(Saved data entries)
.....

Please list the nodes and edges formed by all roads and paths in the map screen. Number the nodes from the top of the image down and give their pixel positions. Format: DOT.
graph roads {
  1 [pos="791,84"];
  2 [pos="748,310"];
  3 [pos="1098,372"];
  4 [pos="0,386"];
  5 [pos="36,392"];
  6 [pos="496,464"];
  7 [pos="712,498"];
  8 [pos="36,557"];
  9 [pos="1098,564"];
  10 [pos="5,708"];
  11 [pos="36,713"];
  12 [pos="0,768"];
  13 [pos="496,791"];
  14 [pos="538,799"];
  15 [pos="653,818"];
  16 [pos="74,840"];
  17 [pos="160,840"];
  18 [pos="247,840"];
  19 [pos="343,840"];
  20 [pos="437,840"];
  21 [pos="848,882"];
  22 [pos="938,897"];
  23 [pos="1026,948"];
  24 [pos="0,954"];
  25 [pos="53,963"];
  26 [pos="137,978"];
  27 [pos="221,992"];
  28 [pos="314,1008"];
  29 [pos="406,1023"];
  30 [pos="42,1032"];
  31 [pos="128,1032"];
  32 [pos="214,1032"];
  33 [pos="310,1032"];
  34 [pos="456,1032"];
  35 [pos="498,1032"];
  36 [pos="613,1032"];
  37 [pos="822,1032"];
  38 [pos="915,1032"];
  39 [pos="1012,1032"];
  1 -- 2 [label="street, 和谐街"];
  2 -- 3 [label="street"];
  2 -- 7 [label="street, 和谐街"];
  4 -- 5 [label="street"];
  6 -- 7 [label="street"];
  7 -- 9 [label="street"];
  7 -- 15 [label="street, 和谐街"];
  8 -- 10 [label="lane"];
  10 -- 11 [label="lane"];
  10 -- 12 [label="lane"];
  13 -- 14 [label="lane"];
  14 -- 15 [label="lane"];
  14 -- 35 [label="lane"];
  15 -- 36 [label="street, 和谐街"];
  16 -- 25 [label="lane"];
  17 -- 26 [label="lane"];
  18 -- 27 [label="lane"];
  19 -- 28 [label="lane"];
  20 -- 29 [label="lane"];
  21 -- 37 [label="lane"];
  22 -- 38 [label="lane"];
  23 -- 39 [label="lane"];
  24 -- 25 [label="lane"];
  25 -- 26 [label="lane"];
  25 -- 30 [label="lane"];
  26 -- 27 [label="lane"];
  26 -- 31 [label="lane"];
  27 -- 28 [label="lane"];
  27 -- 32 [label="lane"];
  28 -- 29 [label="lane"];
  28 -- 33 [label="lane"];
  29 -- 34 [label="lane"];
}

.....

**About this exercise:** Each record is to be repeated exactly.

**Answer for this exercise:**
Please list the nodes and edges formed by all roads and paths in the map screen. Number the nodes from the top of the image down and give their pixel positions. Format: DOT.
graph roads {
  1 [pos="791,84"];
  2 [pos="748,310"];
  3 [pos="1098,372"];
  4 [pos="0,386"];
  5 [pos="36,392"];
  6 [pos="496,464"];
  7 [pos="712,498"];
  8 [pos="36,557"];
  9 [pos="1098,564"];
  10 [pos="5,708"];
  11 [pos="36,713"];
  12 [pos="0,768"];
  13 [pos="496,791"];
  14 [pos="538,799"];
  15 [pos="653,818"];
  16 [pos="74,840"];
  17 [pos="160,840"];
  18 [pos="247,840"];
  19 [pos="343,840"];
  20 [pos="437,840"];
  21 [pos="848,882"];
  22 [pos="938,897"];
  23 [pos="1026,948"];
  24 [pos="0,954"];
  25 [pos="53,963"];
  26 [pos="137,978"];
  27 [pos="221,992"];
  28 [pos="314,1008"];
  29 [pos="406,1023"];
  30 [pos="42,1032"];
  31 [pos="128,1032"];
  32 [pos="214,1032"];
  33 [pos="310,1032"];
  34 [pos="456,1032"];
  35 [pos="498,1032"];
  36 [pos="613,1032"];
  37 [pos="822,1032"];
  38 [pos="915,1032"];
  39 [pos="1012,1032"];
  1 -- 2 [label="street, 和谐街"];
  2 -- 3 [label="street"];
  2 -- 7 [label="street, 和谐街"];
  4 -- 5 [label="street"];
  6 -- 7 [label="street"];
  7 -- 9 [label="street"];
  7 -- 15 [label="street, 和谐街"];
  8 -- 10 [label="lane"];
  10 -- 11 [label="lane"];
  10 -- 12 [label="lane"];
  13 -- 14 [label="lane"];
  14 -- 15 [label="lane"];
  14 -- 35 [label="lane"];
  15 -- 36 [label="street, 和谐街"];
  16 -- 25 [label="lane"];
  17 -- 26 [label="lane"];
  18 -- 27 [label="lane"];
  19 -- 28 [label="lane"];
  20 -- 29 [label="lane"];
  21 -- 37 [label="lane"];
  22 -- 38 [label="lane"];
  23 -- 39 [label="lane"];
  24 -- 25 [label="lane"];
  25 -- 26 [label="lane"];
  25 -- 30 [label="lane"];
  26 -- 27 [label="lane"];
  26 -- 31 [label="lane"];
  27 -- 28 [label="lane"];
  27 -- 32 [label="lane"];
  28 -- 29 [label="lane"];
  28 -- 33 [label="lane"];
  29 -- 34 [label="lane"];
}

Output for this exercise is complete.